Most of these predicates come in pairs, where one predicate involves
one class or its direct superclasses, and the other predicate involves
all ancestors. For example, the class_superclass/2
and
class_ancestor/2
predicates connect a currently defined class to
its superclass(es) and to all its ancestors, respectively.
In all of these predicates, the ancestors of a class include not only superclasses and their ancestors, but also the class itself. A class cannot be a superclass of itself, by the rules of defining classes. However, it is convenient to consider every class an ancestor of itself, because then we may say that every property of a class is defined in one of its ancestors, without having to say “the class itself or a superclass or a superclass of a superclass, etc.”
The class_of/2
predicate is used to test whether an object is of a
particular type or to determine the type of an object. Similarly, the
descendant_of/2
predicate relates an object to all ancestors of its
class. (Remember that the object’s class is, itself, an ancestor class
of the object.)
Both require the first argument (the object) to be instantiated. That is, the predicates cannot be used to find objects of a given class. If you need to search among all the objects of a class, then you must provide a way to do it. One way to do this is to assert a fact connecting the class name to every object, when it is created. The named_point example of the previous section took that idea a step further by allowing each object to have a different name.
The pointer_object/2
predicate relates an object’s address (a pointer)
to the object. Remember that an instance of Class is represented by a
term of the form
Class(Address)
The pointer_object/2
predicate requires that one of its arguments be
instantiated, but it may be either one. Hence, just by knowing the
address of an object (which possibly was returned by a foreign
function) it is possible to determine the object’s type.
Most Prolog programmers can safely ignore the pointer_object/2
predicate, unless they are using SICStus Objects with foreign
functions or with the Structs package.
The current_class/1
predicate is used to ask whether a class is
currently defined or to get the names of all currently defined
classes.
The class_superclass/2
predicate is used to test whether one class
is a superclass of another, or to find a class’s superclasses, or to
find a class’s subclasses, or to find all subclass-superclass pairs.
The class_ancestor/2
predicate is used in the same ways for the
ancestor relation between currently defined classes.
As an example, the following goal finds all the ancestors of each currently defined class.
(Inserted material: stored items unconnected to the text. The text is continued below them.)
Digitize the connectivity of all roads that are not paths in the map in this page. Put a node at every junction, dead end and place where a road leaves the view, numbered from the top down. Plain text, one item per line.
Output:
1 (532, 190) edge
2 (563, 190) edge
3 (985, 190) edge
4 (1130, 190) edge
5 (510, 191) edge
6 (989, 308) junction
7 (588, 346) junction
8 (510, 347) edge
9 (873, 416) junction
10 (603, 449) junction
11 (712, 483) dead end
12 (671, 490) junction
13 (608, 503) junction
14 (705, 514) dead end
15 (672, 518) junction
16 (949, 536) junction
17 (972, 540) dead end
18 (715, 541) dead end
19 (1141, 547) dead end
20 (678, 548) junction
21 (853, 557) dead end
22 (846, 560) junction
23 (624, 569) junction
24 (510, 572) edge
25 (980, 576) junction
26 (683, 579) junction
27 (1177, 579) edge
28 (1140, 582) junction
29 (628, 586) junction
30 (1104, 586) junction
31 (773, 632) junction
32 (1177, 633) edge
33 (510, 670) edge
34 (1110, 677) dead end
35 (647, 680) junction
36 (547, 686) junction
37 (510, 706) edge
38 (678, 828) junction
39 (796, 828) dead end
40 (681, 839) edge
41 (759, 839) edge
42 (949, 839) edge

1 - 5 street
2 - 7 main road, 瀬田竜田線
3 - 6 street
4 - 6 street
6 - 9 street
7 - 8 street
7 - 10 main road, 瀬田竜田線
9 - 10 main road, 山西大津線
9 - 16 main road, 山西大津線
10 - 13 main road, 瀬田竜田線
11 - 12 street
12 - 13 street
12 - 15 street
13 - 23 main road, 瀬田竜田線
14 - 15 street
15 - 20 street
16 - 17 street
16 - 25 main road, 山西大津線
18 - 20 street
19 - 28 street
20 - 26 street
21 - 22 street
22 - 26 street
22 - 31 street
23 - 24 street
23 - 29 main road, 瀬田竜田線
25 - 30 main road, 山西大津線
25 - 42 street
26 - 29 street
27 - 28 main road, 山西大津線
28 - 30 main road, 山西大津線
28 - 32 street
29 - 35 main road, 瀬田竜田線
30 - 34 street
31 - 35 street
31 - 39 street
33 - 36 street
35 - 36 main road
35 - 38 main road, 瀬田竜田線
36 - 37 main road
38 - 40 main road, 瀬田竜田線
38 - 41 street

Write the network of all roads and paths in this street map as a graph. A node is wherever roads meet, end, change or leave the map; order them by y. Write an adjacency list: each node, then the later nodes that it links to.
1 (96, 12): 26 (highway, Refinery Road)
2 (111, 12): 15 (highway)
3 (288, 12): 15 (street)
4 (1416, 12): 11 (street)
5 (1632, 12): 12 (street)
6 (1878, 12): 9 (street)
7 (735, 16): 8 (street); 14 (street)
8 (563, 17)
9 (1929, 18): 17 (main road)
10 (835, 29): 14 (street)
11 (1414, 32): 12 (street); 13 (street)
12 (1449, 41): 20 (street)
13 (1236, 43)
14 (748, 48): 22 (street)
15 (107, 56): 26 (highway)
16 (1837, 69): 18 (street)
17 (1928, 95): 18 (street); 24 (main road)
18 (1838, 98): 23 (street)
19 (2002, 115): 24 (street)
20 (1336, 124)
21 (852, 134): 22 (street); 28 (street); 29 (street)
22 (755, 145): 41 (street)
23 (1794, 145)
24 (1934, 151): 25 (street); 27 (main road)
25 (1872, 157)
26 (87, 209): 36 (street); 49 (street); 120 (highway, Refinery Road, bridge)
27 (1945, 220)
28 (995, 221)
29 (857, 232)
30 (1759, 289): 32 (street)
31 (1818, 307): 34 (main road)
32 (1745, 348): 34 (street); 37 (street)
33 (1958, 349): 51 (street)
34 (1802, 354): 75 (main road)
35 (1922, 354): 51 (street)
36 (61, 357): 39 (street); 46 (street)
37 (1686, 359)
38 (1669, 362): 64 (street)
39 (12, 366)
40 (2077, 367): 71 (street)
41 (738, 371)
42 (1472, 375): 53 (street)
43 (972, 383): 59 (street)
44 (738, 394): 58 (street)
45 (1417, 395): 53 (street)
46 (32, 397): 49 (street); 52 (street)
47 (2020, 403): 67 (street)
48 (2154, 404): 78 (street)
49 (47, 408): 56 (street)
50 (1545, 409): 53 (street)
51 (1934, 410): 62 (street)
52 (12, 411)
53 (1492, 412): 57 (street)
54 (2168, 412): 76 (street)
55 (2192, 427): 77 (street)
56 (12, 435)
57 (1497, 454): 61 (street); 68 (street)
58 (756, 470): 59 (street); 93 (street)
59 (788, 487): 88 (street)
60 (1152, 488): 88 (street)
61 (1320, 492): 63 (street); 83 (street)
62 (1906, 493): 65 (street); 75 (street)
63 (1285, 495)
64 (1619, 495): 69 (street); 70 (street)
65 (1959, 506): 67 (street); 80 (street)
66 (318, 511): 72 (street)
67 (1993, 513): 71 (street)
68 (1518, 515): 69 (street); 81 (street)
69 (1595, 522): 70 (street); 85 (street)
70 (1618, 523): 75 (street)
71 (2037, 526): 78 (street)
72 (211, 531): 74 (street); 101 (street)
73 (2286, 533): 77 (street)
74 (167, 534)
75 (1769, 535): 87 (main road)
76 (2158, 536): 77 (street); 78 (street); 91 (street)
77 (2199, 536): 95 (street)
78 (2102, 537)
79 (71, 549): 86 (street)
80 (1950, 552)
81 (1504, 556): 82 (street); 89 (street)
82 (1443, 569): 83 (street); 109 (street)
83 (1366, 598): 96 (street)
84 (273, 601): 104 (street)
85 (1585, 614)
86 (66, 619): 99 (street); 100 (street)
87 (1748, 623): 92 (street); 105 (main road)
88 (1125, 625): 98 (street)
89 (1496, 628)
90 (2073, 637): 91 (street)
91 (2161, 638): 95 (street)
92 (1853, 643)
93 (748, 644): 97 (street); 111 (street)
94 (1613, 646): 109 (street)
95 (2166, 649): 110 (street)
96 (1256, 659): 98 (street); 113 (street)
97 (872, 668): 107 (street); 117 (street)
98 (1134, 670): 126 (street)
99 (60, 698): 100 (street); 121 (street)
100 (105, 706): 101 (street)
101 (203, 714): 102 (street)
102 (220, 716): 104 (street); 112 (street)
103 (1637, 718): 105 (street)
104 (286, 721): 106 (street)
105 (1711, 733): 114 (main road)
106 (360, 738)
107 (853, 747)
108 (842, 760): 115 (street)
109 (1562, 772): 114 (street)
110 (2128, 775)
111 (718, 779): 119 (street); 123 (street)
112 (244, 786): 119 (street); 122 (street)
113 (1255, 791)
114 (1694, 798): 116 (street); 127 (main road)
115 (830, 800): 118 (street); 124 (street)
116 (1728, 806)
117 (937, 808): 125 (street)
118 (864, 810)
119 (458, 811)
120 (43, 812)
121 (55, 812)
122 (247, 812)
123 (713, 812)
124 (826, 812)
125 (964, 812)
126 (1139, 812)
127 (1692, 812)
| ?- setof(C-As, (current_class(C), setof(A, class_ancestor(C,A), As)), L).
It binds L
to a list of terms of the form
Class-AncestorList, with one term for each currently defined
class.
Arguably, this predicate violates the principle of information hiding, by letting you ask about how a class is defined. Therefore, you should generally avoid it. It may be useful, however, in debugging and in building programmer support tools.
The message/4
predicate is used to ask whether a message is
defined for a class or to find what messages are defined for a class,
etc. It does not distinguish between messages whose methods are
defined in the class itself and those that are inherited from a
superclass.
The direct_message/4
predicate is used to ask whether a message is
not only defined for a class, but whether the method for that message
is defined in the class itself. It can also be used to determine
which methods are defined in a class. This ability to look inside a
class definition makes direct_message/4
an egregious violator of
the principle of information hiding. Thus it, like
class_ancestor/2
, should mainly be confined to use in programmer
support applications.
Both message/4
and direct_message/4
take the message operator
as an argument, along with the class, message name and arity. Hence it
is possible to use these predicates to ask about get, put or send
messages.
It is not possible to ask about a class’s slots, nor should it be. However, it is possible (and quite reasonable) to ask about the get and put messages that are defined for a class. For example, the following goal finds all the 1-argument messages that are defined for both the get and put message operators in the class Class.
| ?- setof(Message, (message(Class, <<, Msg, 1), message(Class, >>, Msg, 1)), L).
There may or may not be slots corresponding to these messages; that detail is hidden in the definition of Class. However, it should be possible to use Class as if the slots were there.
As an example, recall the polar coordinate interface to the point
class, which defined get and put methods for r
and theta
, even
though data was represented inside an object by rectangular
coordinates x
and y
.